With respect I've seen it happen in an adult flock. A chicken gets a cut, starts to bleed. The rest of the chickens won't stop pecking at the blood! Several times I separated the injured hen for several days until she healed completely. I learned the hard way if I didn't she'd be dead in 24hrs. Chickens are bloody little monsters, especially aggressive breeds like RIR's.


----------



## Grimm (Sep 5, 2012)

Chickens eating fried chicken


----------



## SewingMachine (Mar 26, 2017)

Huh. I had Araucana's, Reds, and Egyptians all mixed up. Got 30 for the first batch, and just let them out the coop when they were about the size of robins. They wouldn't go far. When they got bigger, I tried the trim one wing thing, but it was a hassle. They had a fenced in yard, but they flew out all the time, and ranged all over 10 acres. Lost a few to a fox or something. Never had a problem with them getting on vehicles, that were sitting right there (coop attached to the garage).

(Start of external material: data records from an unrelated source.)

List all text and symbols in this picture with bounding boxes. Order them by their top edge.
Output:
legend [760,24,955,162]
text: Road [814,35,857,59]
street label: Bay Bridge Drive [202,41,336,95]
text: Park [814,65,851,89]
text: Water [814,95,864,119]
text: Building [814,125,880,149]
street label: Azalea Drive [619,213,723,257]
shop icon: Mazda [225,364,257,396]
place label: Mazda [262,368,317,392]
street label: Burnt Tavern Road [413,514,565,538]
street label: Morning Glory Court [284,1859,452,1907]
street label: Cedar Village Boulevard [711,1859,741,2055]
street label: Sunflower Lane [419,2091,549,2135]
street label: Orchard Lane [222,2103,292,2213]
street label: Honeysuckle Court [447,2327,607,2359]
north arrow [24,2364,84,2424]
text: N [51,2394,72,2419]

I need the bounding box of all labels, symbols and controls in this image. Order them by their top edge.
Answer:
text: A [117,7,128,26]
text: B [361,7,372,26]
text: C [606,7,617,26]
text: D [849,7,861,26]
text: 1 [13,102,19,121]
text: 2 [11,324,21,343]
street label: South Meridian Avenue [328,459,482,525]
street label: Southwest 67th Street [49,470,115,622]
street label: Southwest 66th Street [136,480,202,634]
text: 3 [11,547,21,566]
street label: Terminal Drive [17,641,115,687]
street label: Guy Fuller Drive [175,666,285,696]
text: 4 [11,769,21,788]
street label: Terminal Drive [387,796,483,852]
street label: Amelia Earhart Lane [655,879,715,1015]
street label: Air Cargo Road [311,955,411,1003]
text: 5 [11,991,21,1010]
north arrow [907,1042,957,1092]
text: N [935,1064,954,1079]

Once they started hatching chicks, I never had a problem with any of them getting killed, and they just ran around with all the other chickens. I had a really good egyptian rooster though, he really kept everyone in line. Maybe thats why? I culled mean roosters, and kept it to 1 rooster for every 8 hens, or tried to. Sometimes one rooster would just scrape 3 or 4 hens off the flock, and make his own little harem.

But no, never any chick killing. Ever.


----------



## terri9630 (Jun 2, 2016)

SewingMachine said:


> Huh. I had Araucana's, Reds, and Egyptians all mixed up. Got 30 for the first batch, and just let them out the coop when they were about the size of robins. They wouldn't go far. When they got bigger, I tried the trim one wing thing, but it was a hassle. They had a fenced in yard, but they flew out all the time, and ranged all over 10 acres. Lost a few to a fox or something. Never had a problem with them getting on vehicles, that were sitting right there (coop attached to the garage).
> 
> Once they started hatching chicks, I never had a problem with any of them getting killed, and they just ran around with all the other chickens. I had a really good egyptian rooster though, he really kept everyone in line. Maybe thats why? I culled mean roosters, and kept it to 1 rooster for every 8 hens, or tried to. Sometimes one rooster would just scrape 3 or 4 hens off the flock, and make his own little harem.
> 
> But no, never any chick killing. Ever.


Its because _they _were hatching chicks. They protect their chicks. Chicks from the incubator/store don't have a momma to protect them.


----------



## Grimm (Sep 5, 2012)

terri9630 said:


> Its because _they _were hatching chicks. They protect their chicks. Chicks from the incubator/store don't have a momma to protect them.


Terri,

Yup. This is the truth. Was my comment about this not clear? I know sometimes I have problems with delivering the message so everyone understands it.


----------



## LastOutlaw (Jun 1, 2013)

Chickens are probably the easiest way to quickly become self sufficient.
They can be raised in a relatively small area, even in a suburban back yard. They will feed themselves if there is a bit of space to free range. They are very easy to raise, they are friendly and non threatening to family members for the most part. They will provide you with food on a daily basis and can be raised by pretty much anyone.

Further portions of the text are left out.